The crisis emerges as the peak season for crop nutrients approaches, with agriculturists in the northern hemisphere preparing for planting. Scotiabank issued a warning in a memo on Monday about mounting concerns that “imminent food security might be imperiled.”

While alternative provisions exist, users were “vying with everyone else trying to procure it,” commented Tom Price of Panmure Liberum.

While metals manufacturers might be able to obtain substitute supplies, major crop nutrient producers would encounter difficulties given the enormous quantities they require, he stated. “You might be managing 3 to 5 percent of global supply if you’re a principal producer. You simply cannot locate a replacement for that,” Price added.

Meanwhile, the market value of urea, another type of crop nutrient, reached $700 per tonne this week, a 45 percent increase from just before the war, according to Argus.

Workers wearing masks and gloves fill large bags labeled "FERTINATOP" with fertiliser amid dust inside a factory.
Workers fill bags with fertiliser in the Elephant Vert factory in Meknes, northern Morocco © Fadel Senna/AFP/Getty Images

Metals Industry

Sulphuric acid is employed in “leaching,” a process to isolate and retrieve metals such as copper, nickel, and uranium. Indonesia, the leading producer of nickel, heavily relies on sulphur brought in from the Middle East.

Chris Lawson of CRU indicated that while the sulphur deficit would initially impact the crop nutrient industry, there would be an effect on “the copper and metals sector . . . a bit further down the timeline.”

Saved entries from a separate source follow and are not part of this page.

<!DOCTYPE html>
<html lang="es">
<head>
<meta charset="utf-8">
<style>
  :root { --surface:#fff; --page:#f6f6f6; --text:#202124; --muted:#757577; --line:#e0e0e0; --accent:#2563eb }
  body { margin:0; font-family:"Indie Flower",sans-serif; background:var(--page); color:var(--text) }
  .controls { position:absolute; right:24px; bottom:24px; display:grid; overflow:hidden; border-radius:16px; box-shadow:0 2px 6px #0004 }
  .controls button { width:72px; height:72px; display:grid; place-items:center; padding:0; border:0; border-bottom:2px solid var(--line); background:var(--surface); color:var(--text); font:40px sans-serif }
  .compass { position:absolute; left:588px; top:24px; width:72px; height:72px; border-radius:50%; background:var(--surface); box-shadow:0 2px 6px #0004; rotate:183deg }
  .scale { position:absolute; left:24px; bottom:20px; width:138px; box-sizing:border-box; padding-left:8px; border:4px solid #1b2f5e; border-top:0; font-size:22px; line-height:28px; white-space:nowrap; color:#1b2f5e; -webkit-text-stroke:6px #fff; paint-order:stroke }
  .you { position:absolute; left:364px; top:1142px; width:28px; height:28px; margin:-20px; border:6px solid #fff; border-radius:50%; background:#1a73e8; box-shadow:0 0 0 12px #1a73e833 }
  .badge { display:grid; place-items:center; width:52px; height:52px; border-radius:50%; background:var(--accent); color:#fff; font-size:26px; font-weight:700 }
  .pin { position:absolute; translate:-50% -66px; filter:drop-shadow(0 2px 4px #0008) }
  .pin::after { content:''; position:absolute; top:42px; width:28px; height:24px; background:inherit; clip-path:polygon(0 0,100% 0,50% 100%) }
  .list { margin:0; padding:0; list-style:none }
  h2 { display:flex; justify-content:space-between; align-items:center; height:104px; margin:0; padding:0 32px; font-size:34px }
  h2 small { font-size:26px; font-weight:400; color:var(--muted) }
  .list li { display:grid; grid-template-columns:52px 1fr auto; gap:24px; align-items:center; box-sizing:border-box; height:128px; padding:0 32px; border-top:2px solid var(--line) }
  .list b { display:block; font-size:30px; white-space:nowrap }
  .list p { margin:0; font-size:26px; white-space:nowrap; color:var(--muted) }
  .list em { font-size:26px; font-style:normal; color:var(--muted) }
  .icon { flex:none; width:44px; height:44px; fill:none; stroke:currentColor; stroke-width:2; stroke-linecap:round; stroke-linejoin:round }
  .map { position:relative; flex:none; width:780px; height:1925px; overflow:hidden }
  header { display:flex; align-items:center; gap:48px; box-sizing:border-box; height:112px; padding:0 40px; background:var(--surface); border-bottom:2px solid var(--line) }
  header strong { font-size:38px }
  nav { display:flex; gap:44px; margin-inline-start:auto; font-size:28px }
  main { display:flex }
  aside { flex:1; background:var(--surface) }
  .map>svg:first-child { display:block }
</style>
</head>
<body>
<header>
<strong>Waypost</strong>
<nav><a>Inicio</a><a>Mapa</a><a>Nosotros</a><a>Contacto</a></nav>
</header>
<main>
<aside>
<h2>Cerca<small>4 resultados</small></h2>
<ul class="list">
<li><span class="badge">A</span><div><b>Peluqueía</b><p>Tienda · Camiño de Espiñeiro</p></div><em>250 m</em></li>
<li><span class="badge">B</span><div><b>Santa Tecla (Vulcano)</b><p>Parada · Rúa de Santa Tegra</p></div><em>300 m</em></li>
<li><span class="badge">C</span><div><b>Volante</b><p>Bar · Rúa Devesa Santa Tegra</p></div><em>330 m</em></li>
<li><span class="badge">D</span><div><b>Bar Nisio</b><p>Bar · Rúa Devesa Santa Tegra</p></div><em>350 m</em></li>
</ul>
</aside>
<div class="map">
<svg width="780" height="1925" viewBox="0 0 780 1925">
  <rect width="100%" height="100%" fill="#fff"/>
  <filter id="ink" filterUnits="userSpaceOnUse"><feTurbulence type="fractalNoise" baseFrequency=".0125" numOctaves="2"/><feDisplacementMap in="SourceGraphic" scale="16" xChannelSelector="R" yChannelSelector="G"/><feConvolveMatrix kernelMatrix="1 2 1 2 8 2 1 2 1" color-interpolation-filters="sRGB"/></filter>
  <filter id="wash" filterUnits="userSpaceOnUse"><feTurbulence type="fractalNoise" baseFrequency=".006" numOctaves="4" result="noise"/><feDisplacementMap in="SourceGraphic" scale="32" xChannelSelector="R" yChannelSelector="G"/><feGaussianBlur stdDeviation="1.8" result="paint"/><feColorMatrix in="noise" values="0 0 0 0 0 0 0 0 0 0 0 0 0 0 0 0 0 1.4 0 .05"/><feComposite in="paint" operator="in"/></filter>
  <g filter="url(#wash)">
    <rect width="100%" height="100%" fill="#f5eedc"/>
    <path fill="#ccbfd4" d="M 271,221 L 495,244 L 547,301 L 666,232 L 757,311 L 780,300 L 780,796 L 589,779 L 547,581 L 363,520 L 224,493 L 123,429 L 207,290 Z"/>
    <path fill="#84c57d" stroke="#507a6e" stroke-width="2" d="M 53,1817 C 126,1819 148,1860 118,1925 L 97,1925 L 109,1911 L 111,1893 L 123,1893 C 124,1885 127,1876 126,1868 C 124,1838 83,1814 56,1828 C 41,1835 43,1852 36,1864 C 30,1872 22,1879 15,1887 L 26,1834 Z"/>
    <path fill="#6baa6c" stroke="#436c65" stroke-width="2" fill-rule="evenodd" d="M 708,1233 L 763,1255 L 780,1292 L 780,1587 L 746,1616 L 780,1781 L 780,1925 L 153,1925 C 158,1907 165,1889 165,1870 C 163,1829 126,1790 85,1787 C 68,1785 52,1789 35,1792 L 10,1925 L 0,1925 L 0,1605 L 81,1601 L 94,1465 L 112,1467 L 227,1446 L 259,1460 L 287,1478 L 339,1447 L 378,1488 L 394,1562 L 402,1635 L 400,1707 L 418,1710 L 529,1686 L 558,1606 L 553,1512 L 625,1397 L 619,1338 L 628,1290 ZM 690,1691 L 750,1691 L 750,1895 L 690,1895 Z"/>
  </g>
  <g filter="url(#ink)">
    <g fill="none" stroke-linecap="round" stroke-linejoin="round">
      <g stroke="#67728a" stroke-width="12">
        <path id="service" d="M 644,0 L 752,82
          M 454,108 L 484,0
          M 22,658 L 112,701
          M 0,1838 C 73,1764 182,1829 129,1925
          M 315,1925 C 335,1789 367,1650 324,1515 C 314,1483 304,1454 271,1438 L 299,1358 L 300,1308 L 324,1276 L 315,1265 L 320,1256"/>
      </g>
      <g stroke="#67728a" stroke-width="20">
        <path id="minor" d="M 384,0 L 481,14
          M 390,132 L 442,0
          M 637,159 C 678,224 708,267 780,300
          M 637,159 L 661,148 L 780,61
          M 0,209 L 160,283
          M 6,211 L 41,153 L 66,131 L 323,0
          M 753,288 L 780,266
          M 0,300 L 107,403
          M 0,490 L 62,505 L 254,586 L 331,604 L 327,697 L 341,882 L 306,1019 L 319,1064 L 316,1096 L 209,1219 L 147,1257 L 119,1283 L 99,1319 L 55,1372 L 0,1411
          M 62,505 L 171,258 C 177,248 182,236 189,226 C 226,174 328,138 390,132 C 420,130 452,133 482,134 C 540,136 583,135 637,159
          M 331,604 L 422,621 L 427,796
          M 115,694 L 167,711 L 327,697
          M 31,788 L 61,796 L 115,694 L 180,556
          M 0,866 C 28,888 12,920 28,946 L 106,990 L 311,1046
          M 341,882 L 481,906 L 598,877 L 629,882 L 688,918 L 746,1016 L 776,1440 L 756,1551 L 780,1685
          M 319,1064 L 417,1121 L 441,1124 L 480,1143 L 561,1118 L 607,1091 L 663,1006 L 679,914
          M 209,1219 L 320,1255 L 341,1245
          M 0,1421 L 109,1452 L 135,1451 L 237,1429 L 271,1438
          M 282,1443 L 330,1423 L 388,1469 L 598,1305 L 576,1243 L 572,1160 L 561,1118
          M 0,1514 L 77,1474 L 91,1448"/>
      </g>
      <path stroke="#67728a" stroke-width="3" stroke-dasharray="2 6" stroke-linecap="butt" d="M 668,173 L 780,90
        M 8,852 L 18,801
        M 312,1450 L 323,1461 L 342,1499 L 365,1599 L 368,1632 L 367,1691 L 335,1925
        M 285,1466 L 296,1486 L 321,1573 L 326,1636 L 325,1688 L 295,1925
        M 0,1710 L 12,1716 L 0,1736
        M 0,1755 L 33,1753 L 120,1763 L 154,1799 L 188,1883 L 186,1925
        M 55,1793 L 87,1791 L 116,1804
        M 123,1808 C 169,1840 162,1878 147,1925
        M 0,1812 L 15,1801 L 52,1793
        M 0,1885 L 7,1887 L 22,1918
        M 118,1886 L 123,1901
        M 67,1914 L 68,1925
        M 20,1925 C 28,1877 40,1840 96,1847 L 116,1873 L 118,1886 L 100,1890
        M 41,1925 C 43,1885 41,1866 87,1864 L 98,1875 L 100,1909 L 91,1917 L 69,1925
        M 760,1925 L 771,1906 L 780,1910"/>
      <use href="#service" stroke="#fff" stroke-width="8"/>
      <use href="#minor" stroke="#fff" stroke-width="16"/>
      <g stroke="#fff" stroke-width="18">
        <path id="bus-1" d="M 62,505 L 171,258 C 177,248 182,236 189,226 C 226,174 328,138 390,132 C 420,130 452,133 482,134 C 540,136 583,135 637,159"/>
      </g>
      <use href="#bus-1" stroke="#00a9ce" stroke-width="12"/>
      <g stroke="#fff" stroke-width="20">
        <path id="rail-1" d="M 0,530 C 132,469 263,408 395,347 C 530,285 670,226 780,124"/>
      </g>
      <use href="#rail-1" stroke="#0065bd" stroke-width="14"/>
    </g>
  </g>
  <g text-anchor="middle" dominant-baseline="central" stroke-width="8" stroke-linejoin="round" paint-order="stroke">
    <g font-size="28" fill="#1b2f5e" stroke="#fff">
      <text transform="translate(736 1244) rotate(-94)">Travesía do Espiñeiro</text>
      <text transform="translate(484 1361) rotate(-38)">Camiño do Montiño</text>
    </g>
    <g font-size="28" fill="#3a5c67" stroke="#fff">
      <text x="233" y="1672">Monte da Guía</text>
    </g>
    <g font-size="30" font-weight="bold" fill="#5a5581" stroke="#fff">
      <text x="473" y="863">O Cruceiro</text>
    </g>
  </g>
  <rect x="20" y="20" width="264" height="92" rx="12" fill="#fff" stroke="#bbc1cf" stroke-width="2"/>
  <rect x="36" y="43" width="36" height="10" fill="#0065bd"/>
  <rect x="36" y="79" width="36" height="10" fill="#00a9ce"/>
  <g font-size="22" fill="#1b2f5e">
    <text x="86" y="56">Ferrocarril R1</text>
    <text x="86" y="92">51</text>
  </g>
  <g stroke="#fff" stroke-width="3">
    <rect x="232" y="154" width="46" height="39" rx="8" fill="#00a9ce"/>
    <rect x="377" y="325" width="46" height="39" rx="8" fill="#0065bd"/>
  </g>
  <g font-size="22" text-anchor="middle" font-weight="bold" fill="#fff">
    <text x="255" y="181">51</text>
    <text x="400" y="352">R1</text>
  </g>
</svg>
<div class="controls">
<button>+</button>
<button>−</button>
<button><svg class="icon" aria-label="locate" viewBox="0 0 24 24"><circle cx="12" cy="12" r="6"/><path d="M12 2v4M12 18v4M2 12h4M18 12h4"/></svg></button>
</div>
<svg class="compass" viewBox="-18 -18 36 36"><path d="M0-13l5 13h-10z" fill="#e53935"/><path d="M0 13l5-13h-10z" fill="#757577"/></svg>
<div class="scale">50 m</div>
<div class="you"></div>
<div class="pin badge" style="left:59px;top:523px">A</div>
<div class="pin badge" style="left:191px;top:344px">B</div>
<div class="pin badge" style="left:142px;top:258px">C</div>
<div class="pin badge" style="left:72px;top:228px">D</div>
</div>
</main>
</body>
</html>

An expert at a global trading firm mentioned that almost 3 million tonnes annually of copper production in the Democratic Republic of Congo utilizes sulphuric acid and is “susceptible” to the escalating disruption. That figure contrasts with a global mined output of approximately 23 million tonnes in 2025.

Brokers and analysts posited that copper refineries likely hold reserves that would sustain them for several weeks, but not beyond that. As stocks begin to diminish, “they’re going to commence a frantic search for alternative sources,” stated Murray of LCB.